[Stored items]
········

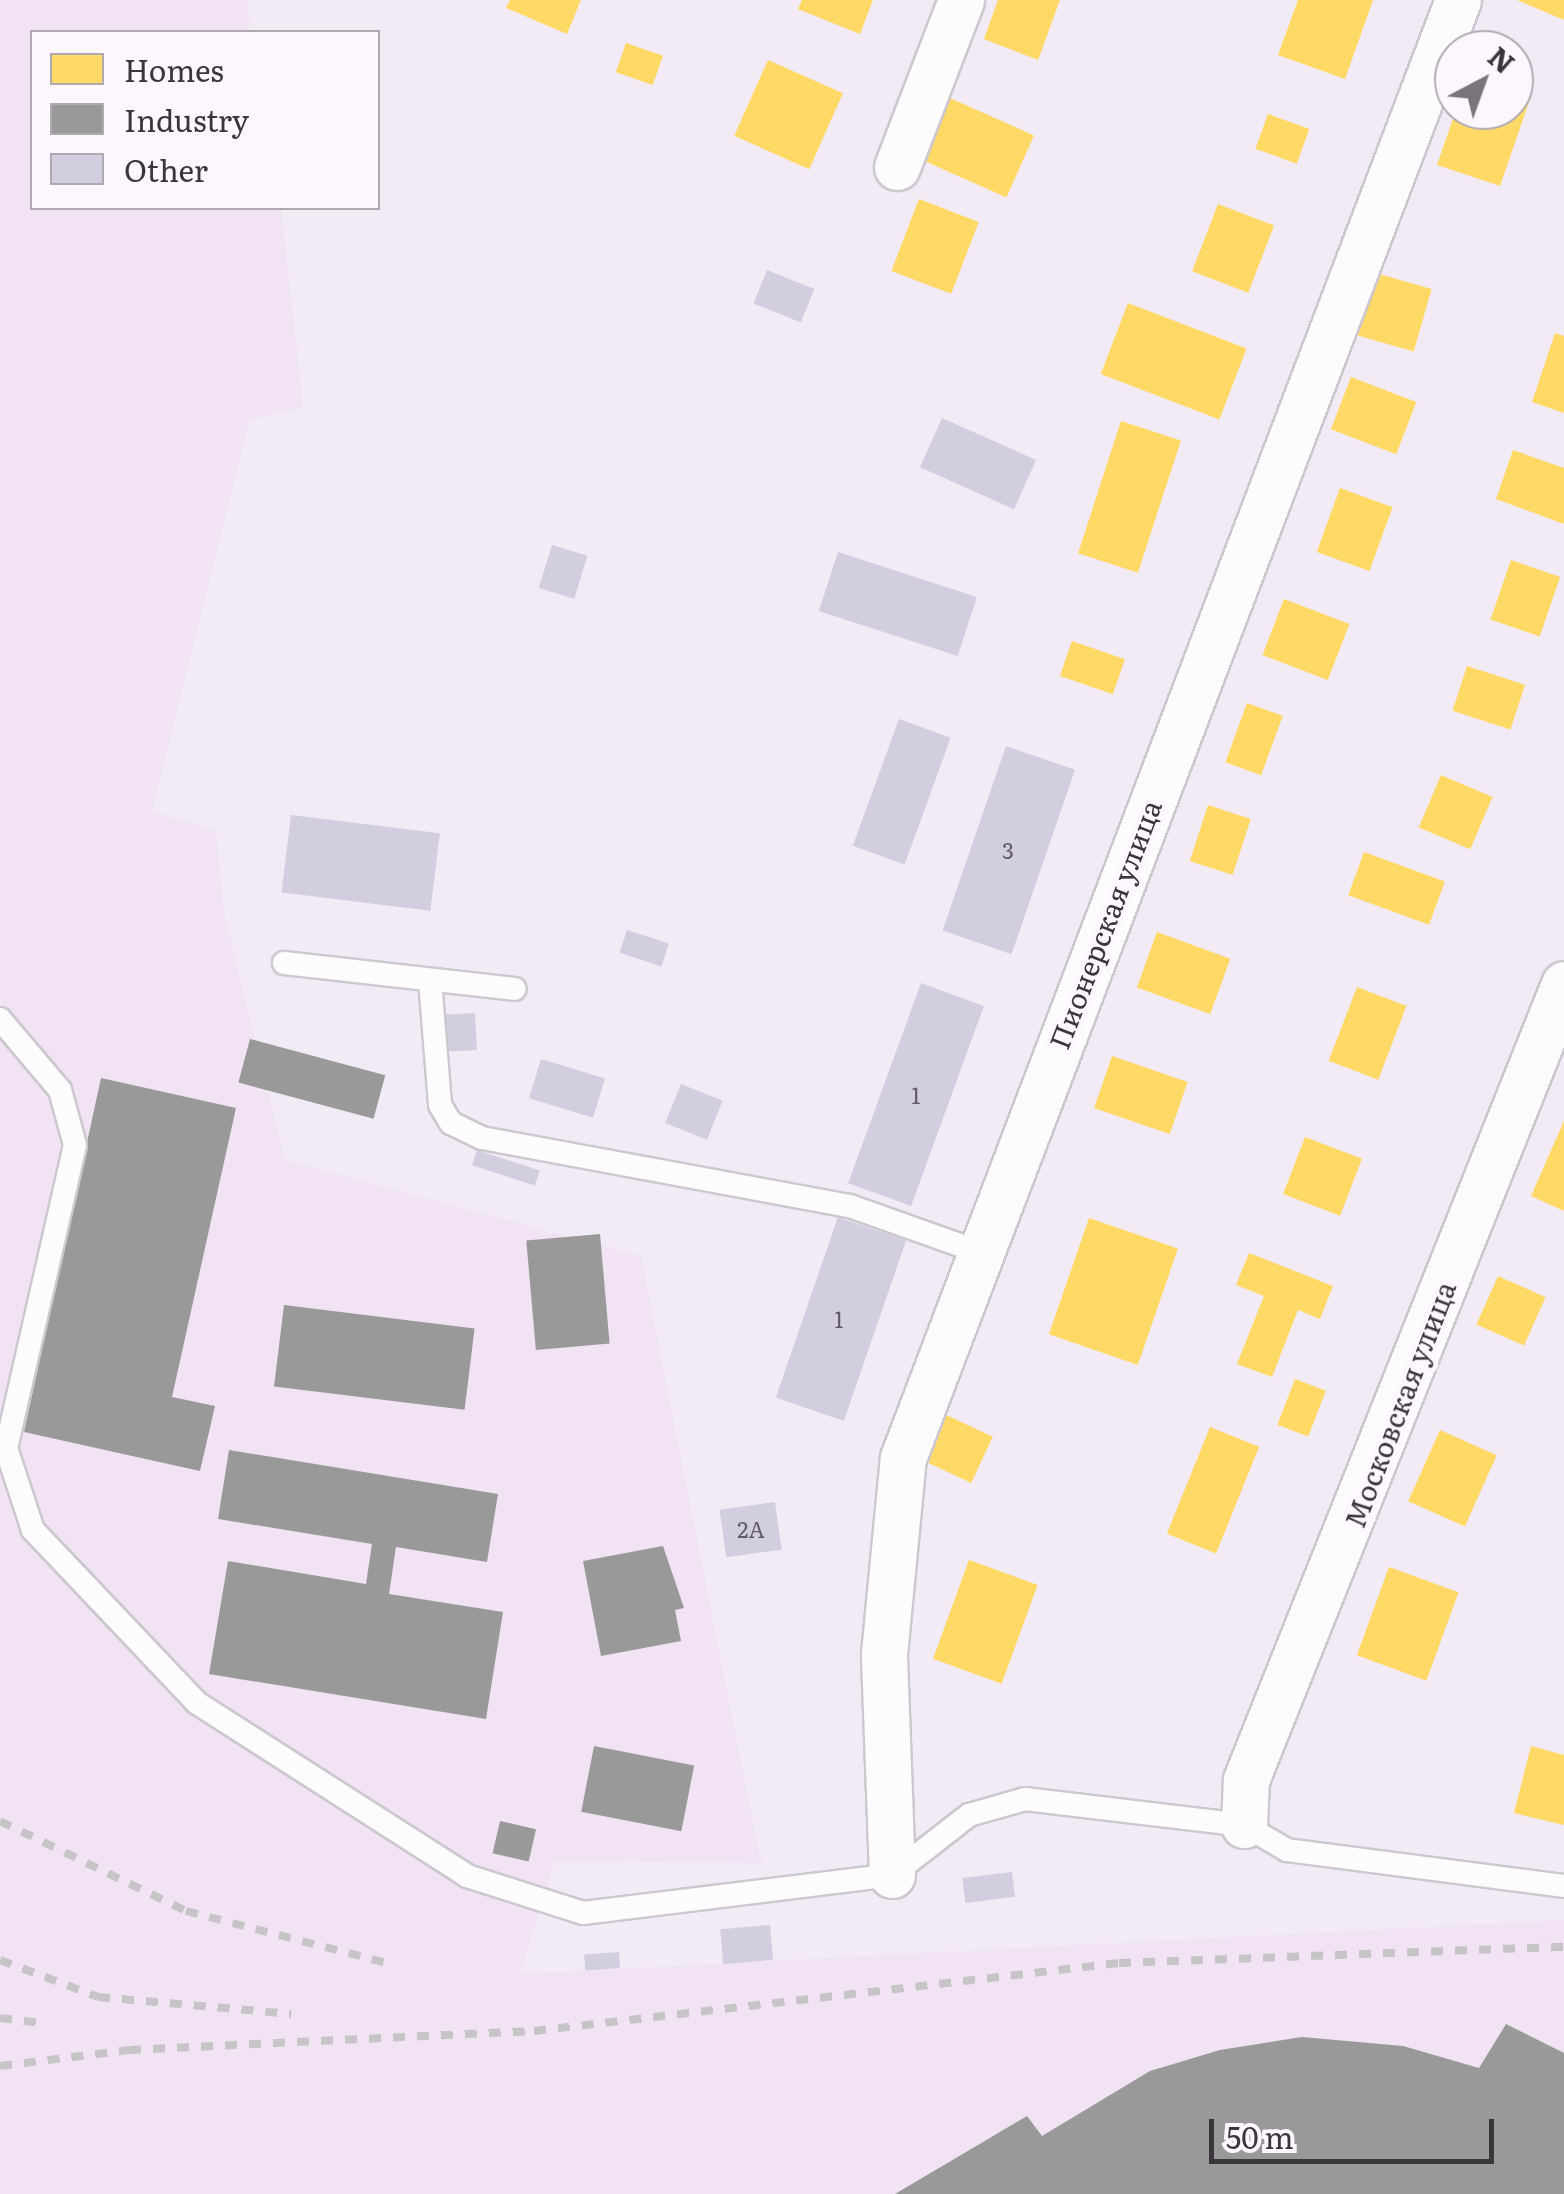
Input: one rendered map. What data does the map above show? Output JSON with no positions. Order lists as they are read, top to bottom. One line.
{"streets":{"street":["Пионерская улица","Московская улица"]},"house_numbers":["3","1","1","2А"],"legend":["Homes","Industry","Other"],"scale_bar":"50 m","north":"top right"}
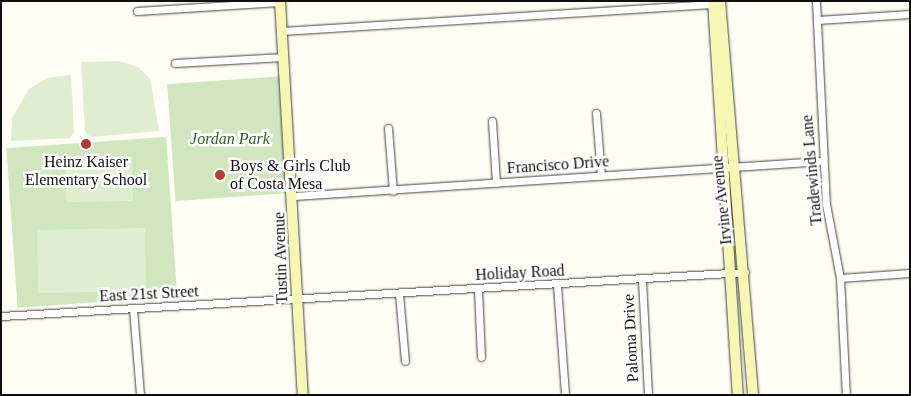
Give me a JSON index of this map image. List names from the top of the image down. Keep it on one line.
{"streets":{"main road":["Irvine Avenue","Tustin Avenue"],"street":["Francisco Drive","Tradewinds Lane","Holiday Road","East 21st Street","Paloma Drive"]},"crossings":[["Francisco Drive","Tradewinds Lane"],["Francisco Drive","Irvine Avenue"],["Francisco Drive","Tustin Avenue"],["Irvine Avenue","Holiday Road"],["Tustin Avenue","Holiday Road"],["Tustin Avenue","East 21st Street"],["Holiday Road","East 21st Street"],["Holiday Road","Paloma Drive"]],"parks":["Jordan Park"],"places":["Heinz Kaiser Elementary School","Boys & Girls Club of Costa Mesa"]}
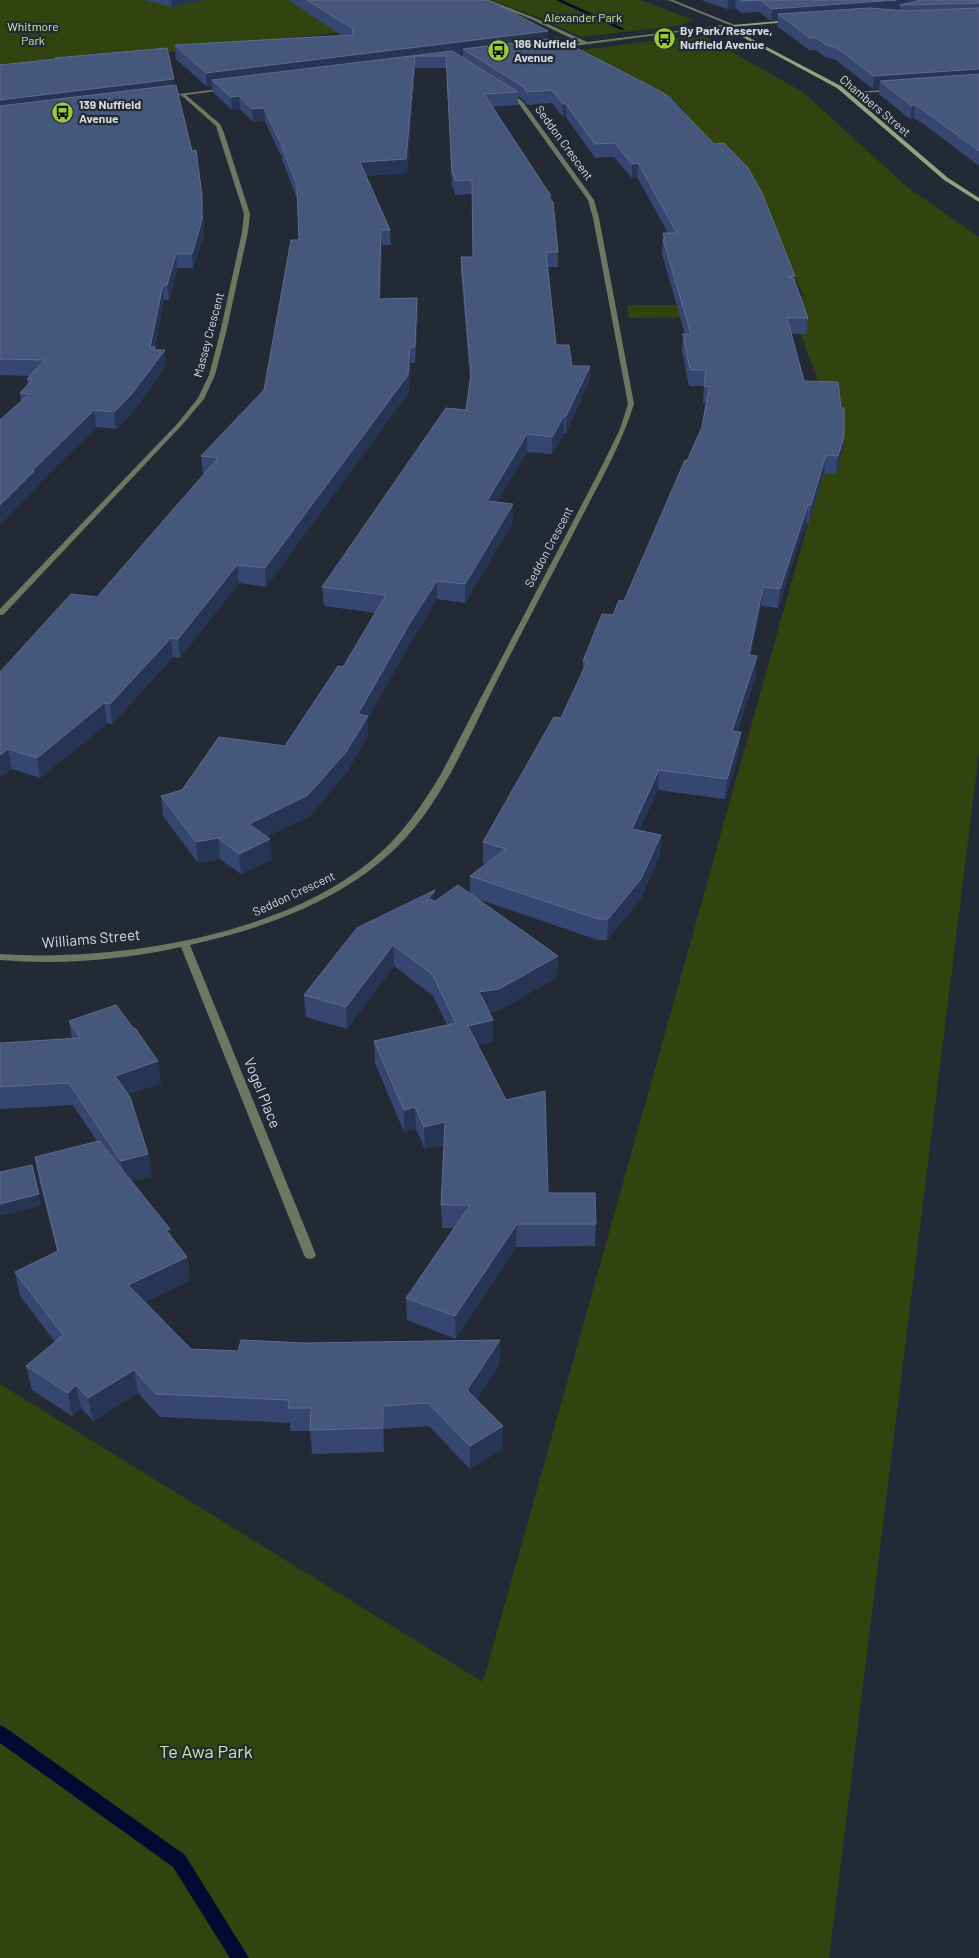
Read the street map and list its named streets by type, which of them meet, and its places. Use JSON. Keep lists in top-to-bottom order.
{
  "streets": {
    "main road": ["Chambers Street"],
    "street": [
      "Seddon Crescent",
      "Massey Crescent",
      "Williams Street",
      "Vogel Place"
    ]
  },
  "crossings": [
    ["Seddon Crescent", "Williams Street"],
    ["Seddon Crescent", "Vogel Place"],
    ["Williams Street", "Vogel Place"]
  ],
  "parks": ["Alexander Park", "Whitmore Park", "Te Awa Park"],
  "places": {
    "bus stop": ["By Park/Reserve, Nuffield Avenue", "186 Nuffield Avenue", "139 Nuffield Avenue"]
  }
}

········

- [ABOUT THIS EXERCISE]
What you return must match each record exactly and contain no images.

- [OUTPUT]
Input: one rendered map. What data does the map above show? Output JSON with no positions. Order lists as they are read, top to bottom. One line.
{"streets":{"street":["Пионерская улица","Московская улица"]},"house_numbers":["3","1","1","2А"],"legend":["Homes","Industry","Other"],"scale_bar":"50 m","north":"top right"}
Give me a JSON index of this map image. List names from the top of the image down. Keep it on one line.
{"streets":{"main road":["Irvine Avenue","Tustin Avenue"],"street":["Francisco Drive","Tradewinds Lane","Holiday Road","East 21st Street","Paloma Drive"]},"crossings":[["Francisco Drive","Tradewinds Lane"],["Francisco Drive","Irvine Avenue"],["Francisco Drive","Tustin Avenue"],["Irvine Avenue","Holiday Road"],["Tustin Avenue","Holiday Road"],["Tustin Avenue","East 21st Street"],["Holiday Road","East 21st Street"],["Holiday Road","Paloma Drive"]],"parks":["Jordan Park"],"places":["Heinz Kaiser Elementary School","Boys & Girls Club of Costa Mesa"]}
Read the street map and list its named streets by type, which of them meet, and its places. Use JSON. Keep lists in top-to-bottom order.
{
  "streets": {
    "main road": ["Chambers Street"],
    "street": [
      "Seddon Crescent",
      "Massey Crescent",
      "Williams Street",
      "Vogel Place"
    ]
  },
  "crossings": [
    ["Seddon Crescent", "Williams Street"],
    ["Seddon Crescent", "Vogel Place"],
    ["Williams Street", "Vogel Place"]
  ],
  "parks": ["Alexander Park", "Whitmore Park", "Te Awa Park"],
  "places": {
    "bus stop": ["By Park/Reserve, Nuffield Avenue", "186 Nuffield Avenue", "139 Nuffield Avenue"]
  }
}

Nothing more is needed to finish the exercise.